Complications of Tetanus Toxoid and Tdap
Occasionally a patient reports an allergic reaction to a previously administered tetanus shot. In a study of 740 patients who claimed to be allergic to tetanus shots, the true incidence of allergy on skin challenge testing was low. Of the 740 patients, 7 developed local reactions that were self-limited. One patient became syncopal, and one developed a fever that lasted for 4 days. Only 1 of 740 patients had a true urticarial response but still tolerated a full immunizing dose. Despite these reassuring figures, the possibility of a serious reaction still must be considered. For patients considered at high risk for a reaction, tetanus immune globulin (250 to 500 U) is provided in the ED. Tetanus immune globulin confers immunity for that injury but not for future exposures. This preparation consists only of antitetanus antibody and does not cross-react with the toxoid. Referral to an allergist for skin testing and subsequent immunization with toxoid is recommended as prudent follow-up.

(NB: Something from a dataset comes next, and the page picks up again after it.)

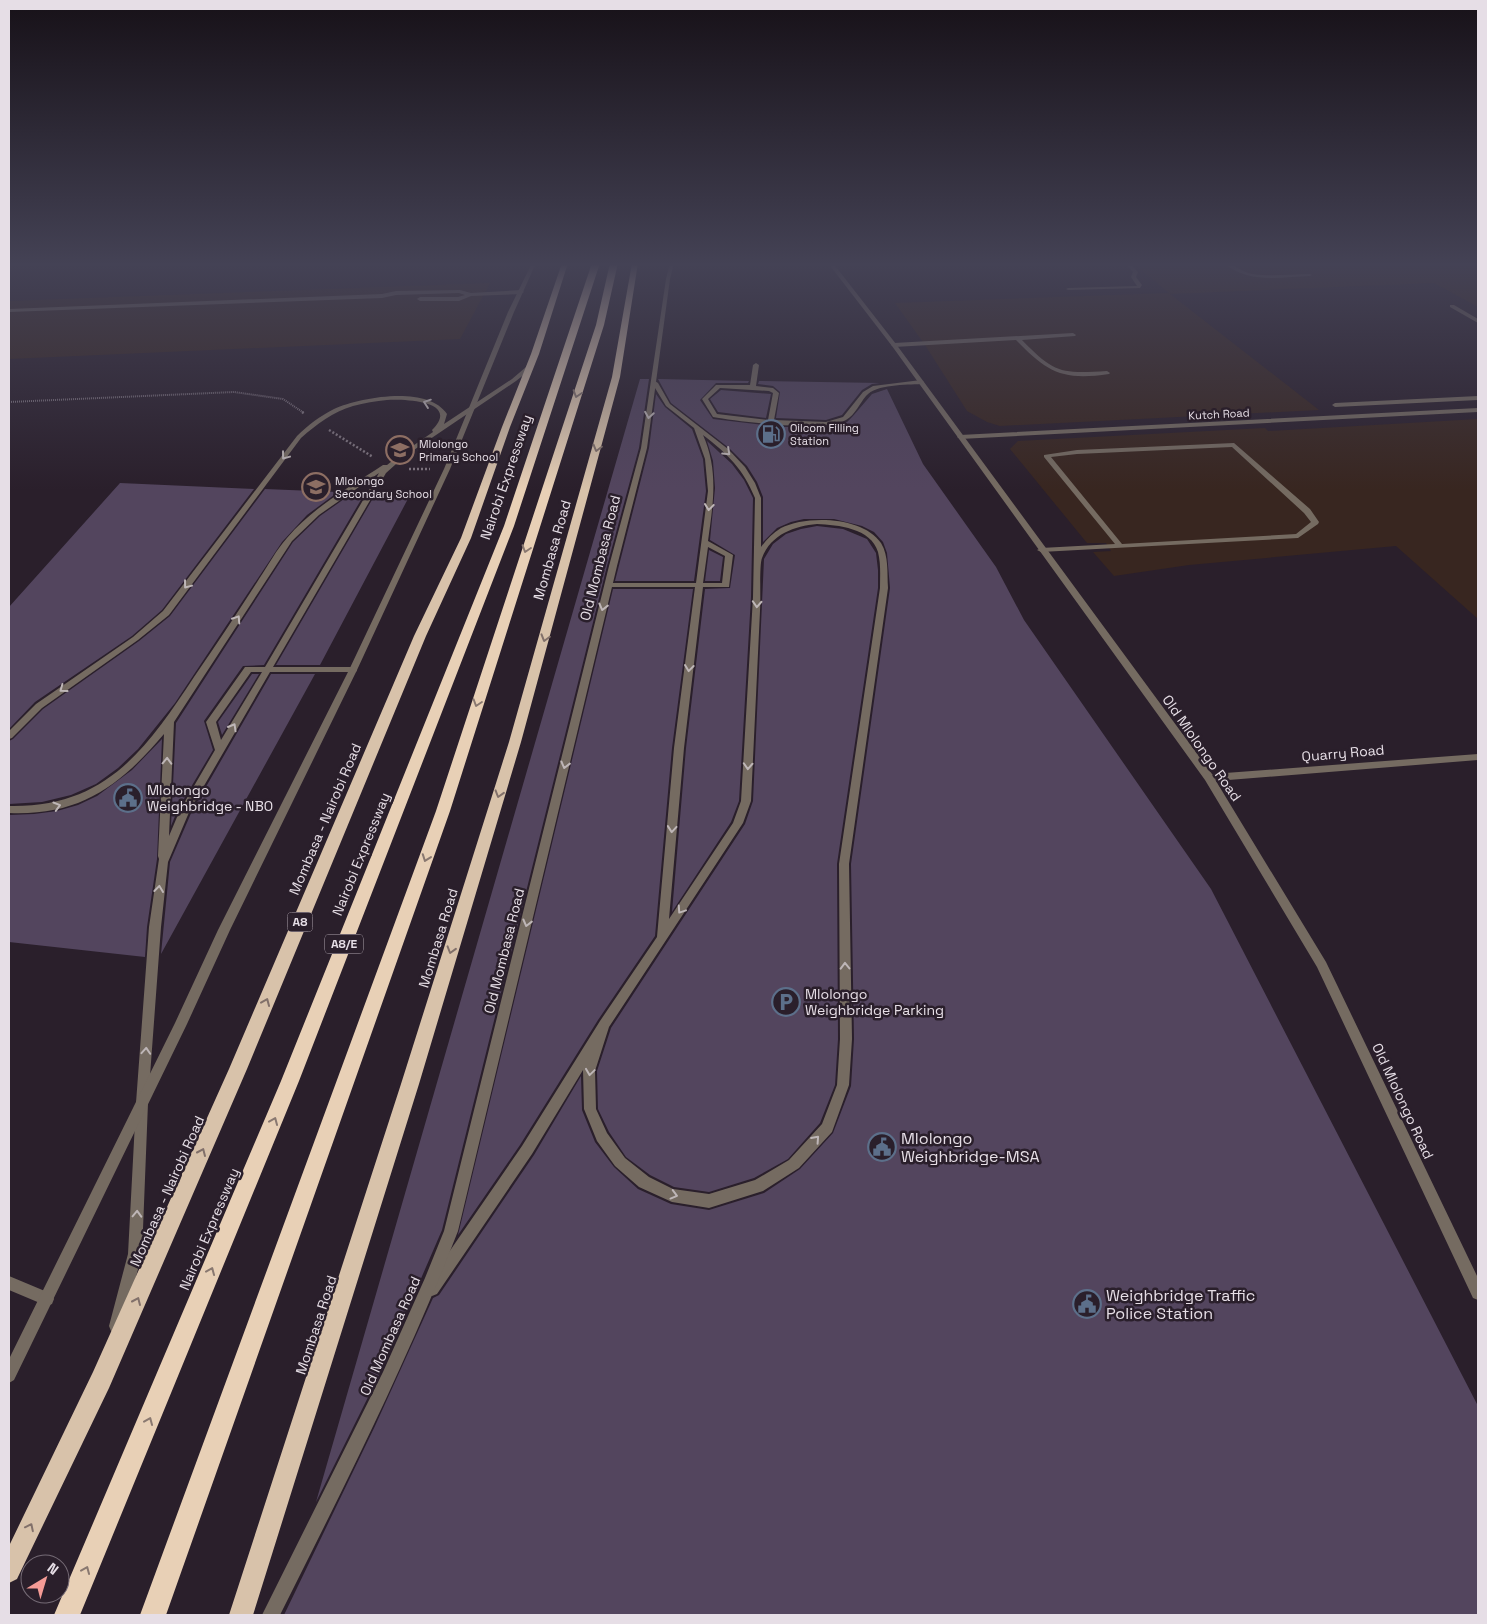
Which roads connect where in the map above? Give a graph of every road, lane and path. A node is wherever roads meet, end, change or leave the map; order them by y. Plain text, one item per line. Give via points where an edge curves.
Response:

Local and systemic reactions to Td are uncommon but occur in 7% to 9% of pediatric patients. Pain, swelling, and erythema can occur at the injection site, but these reactions usually are self-limited. When Tdap and Td are compared, the safety and adverse event profiles are similar to one another. Common local symptoms include pain at the injection site, erythema, and swelling. Systemic symptoms observed in both Tdap and Td are headache, body aches, fatigue, and nausea. No cases of Guillain-Barré were observed in the safety studies.